Da parte sua Salématou Sylla, giornalista guineana, approfitta della presenza ai Giochi per sostenere gli atleti del suo paese durante le competizioni. Un aspetto che giudica estremamente cruciale è che il sostegno psicologico non dovrebbe venire dimenticato, per permettere di sostenere gli atleti soprattutto in caso di sconfitta:

La plupart, quand ils sont éliminés, cherchent à partir directement pour oublier ce qui s’est passé. Quand il y a la contre-performance, c’est difficile pour beaucoup. Moi, je trouve que c’était important parfois de laisser ce côté journalistique et d'être une grande sœur, mais aussi une guinéenne, parce qu’elles représentent aussi le tricolore guinéen donc dans ce cas de figure-là, il faut être là, essayer de leur remonter le moral pour ne pas qu’elles se renferment sur elles-mêmes.

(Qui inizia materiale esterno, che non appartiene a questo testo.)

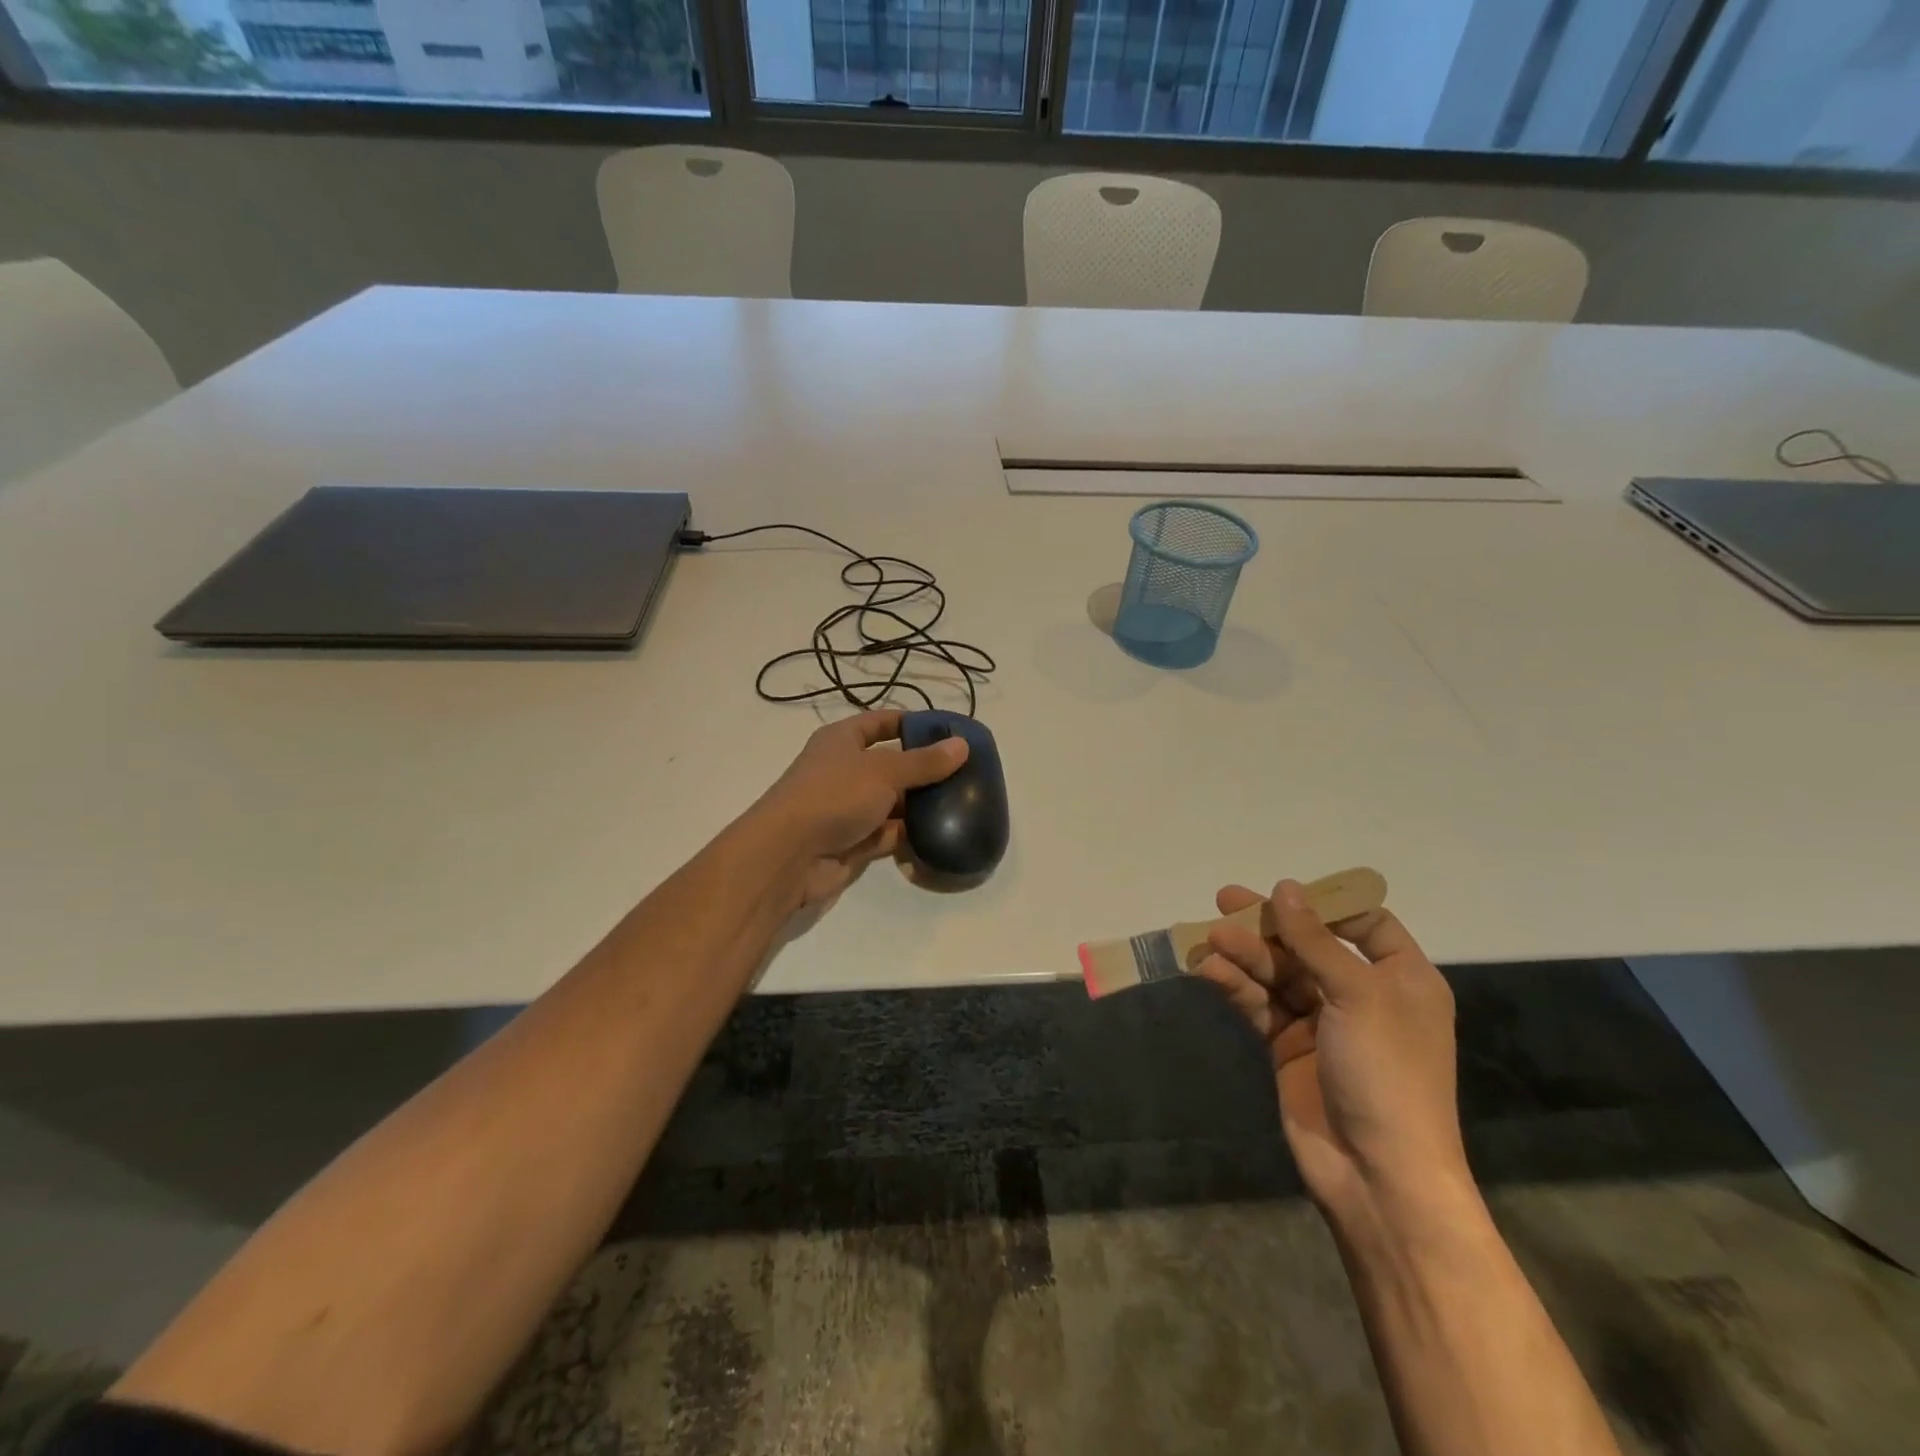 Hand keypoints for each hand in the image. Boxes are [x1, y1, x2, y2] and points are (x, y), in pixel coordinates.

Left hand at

La maggior parte degli atleti, una volta eliminati, cerca di partire subito per dimenticare. Non essere stati all'altezza per molti è difficile. Io penso sia importante a volte lasciare la parte giornalistica ed essere un po’ una sorella, ed una guineana, perché loro rappresentano il nostro tricolore guineano anche in questo caso, e bisogna esserci, cercare di sollevare loro il morale affinché tornino a credere in se stessi.

Quest'opportunità di copertura speciale offerta ai giornalisti del continente [africano] permette una lettura più inclusiva delle realtà e delle sfide che girano attorno a quest'incontro sportivo, soprattutto per gli africani.